This article was written by Lt. Co. Ollie North USMC. He is so very eloquent in his explanation of what being a Marine and what the Marine Corps has meant to him.

On a personal level; the Marine Corps changed my life in so many ways they are too vast to remember them all.
Starting back in 1958 when myself and 25 other green horned youngsters for all over the country that joined the Corps for their own personal reasons; not knowing what they had gotten themselves into, were herded off of the bus in Yemassee, South Carolina by some screaming fool with 2 stripes on his sleeve. Who the hell was this raving maniac? Only to find out later that he was one of the more cordial individuals we would have the displeasure of meeting on the island.
From that moment on, for 16 weeks of hell on earth, it was all downhill. The only slack we EVER got was after we qualified at the rifle range when we were short-timers and had made it through the worst parts of our training.
As an example of how the Marine Corps can change a person: I went to Parris Island weighing 150 pounds and after 16 weeks of training, I weighed in at 185 pounds as a lean, mean fighting machine. The rest of my fellow platoon members that made it (about 15% didn’t survive the brutality) had similar circumstances.

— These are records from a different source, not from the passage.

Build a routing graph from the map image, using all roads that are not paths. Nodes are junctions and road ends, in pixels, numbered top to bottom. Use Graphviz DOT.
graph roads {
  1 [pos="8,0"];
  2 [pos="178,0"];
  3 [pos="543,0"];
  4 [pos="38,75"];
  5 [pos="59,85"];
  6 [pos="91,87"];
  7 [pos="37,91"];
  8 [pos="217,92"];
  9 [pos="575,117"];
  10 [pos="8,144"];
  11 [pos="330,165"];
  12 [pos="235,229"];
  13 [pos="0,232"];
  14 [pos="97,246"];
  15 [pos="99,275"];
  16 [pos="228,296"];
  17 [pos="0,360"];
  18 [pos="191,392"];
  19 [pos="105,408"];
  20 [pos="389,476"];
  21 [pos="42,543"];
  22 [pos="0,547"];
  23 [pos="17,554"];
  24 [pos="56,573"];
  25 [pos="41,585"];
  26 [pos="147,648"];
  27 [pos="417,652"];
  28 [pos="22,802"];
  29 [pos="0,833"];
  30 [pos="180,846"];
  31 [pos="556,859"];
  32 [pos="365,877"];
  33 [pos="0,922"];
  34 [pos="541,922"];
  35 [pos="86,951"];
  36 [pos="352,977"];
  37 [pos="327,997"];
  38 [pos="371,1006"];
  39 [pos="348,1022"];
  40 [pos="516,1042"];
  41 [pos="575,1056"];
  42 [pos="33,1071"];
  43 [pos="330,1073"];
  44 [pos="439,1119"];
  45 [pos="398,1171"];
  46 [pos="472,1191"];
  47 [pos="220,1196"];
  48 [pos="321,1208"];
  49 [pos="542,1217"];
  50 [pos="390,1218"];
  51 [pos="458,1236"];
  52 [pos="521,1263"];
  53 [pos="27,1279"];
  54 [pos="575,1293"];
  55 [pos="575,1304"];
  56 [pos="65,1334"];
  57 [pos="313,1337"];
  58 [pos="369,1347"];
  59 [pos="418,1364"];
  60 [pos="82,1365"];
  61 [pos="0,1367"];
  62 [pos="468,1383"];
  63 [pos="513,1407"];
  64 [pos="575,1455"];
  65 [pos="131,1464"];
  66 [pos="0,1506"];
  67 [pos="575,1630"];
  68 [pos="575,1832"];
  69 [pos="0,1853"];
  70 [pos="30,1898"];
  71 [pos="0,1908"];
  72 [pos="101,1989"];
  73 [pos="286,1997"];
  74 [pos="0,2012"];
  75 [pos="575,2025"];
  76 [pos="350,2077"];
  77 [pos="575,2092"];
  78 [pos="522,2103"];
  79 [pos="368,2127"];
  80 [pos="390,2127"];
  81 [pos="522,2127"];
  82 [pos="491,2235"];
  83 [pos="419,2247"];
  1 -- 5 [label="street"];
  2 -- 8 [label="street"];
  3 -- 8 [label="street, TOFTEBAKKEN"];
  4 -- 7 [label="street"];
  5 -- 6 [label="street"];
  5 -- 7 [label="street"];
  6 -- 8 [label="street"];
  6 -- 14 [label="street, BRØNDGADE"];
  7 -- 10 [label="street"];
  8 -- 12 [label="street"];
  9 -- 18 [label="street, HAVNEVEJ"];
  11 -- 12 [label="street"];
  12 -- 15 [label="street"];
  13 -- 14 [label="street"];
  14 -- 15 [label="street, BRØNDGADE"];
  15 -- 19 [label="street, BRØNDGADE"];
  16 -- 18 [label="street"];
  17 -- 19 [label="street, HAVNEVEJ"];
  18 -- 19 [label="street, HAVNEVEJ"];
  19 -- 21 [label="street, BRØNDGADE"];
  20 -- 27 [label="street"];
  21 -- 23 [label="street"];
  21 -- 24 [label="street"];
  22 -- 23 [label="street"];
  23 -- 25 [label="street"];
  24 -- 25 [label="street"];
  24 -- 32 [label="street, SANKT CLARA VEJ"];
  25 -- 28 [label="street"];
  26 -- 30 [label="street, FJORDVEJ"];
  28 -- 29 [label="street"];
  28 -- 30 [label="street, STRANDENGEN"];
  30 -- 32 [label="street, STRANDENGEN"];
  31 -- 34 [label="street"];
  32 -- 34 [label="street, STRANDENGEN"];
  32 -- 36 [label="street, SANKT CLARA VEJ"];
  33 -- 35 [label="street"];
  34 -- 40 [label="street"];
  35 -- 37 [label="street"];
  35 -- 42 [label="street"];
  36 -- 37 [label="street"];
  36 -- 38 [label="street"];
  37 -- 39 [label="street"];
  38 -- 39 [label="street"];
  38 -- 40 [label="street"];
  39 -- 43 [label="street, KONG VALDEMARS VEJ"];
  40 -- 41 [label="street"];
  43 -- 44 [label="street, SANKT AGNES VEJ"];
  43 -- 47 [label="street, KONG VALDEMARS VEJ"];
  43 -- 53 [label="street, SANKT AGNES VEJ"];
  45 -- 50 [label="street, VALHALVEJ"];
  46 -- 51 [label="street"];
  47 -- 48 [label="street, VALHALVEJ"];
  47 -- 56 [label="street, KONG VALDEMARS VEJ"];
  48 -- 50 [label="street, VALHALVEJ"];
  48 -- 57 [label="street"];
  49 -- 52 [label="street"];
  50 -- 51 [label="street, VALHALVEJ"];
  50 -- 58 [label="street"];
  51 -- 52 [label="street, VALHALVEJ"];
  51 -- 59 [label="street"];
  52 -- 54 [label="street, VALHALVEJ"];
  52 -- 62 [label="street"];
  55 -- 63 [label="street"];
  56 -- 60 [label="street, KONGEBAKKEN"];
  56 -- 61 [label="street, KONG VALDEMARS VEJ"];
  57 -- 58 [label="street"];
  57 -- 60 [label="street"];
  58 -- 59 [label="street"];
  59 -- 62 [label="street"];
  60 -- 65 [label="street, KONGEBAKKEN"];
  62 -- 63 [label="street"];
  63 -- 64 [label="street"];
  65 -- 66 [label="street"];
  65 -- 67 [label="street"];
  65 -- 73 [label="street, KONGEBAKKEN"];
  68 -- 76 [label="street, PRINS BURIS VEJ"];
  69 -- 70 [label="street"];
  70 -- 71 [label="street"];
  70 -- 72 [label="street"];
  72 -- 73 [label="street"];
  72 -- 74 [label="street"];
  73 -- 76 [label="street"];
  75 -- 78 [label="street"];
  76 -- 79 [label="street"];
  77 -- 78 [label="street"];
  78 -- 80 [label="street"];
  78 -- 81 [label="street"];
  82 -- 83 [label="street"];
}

Little did I realize at the time; when we were getting beaten down mentally and physically, (it was the Marine Corps way or the highway, with no exceptions) that myself and the rest of the men that made it through bootcamp and graduated, had just received the absolute best training on earth on how to develop a person as a patriot, a weapon, mentally and physically that would serve us and the USMC for the rest of their life, no matter what circumstance we encountered. The Masters of Disaster (DIs’) made sure of that. We all went in boys and came out men.
The USMC is like no other military organization in the USA or possibly on earth. It is a Brotherhood. White, Black, Italian, Spanish, Hungarian; it doesn’t matter. We are all either United States Marines or former Marines; never ex-Marines.
We acknowledge each-other in public everytime we see one of ours wearing the Marine Corps emblem on a ring – shirt our cover (hat).
If the PC/liberal idiots in this country that thrive on discourse would live by the same rules as the Marines do; there would not be any racism or discriminations of any type. We are all Americans. Wake up fools!!!!
I salute Ollie North and all of the other Jar Heads that came before or after me.
Semper Fi to them all.


MCRD/PI: The place where Marines are born.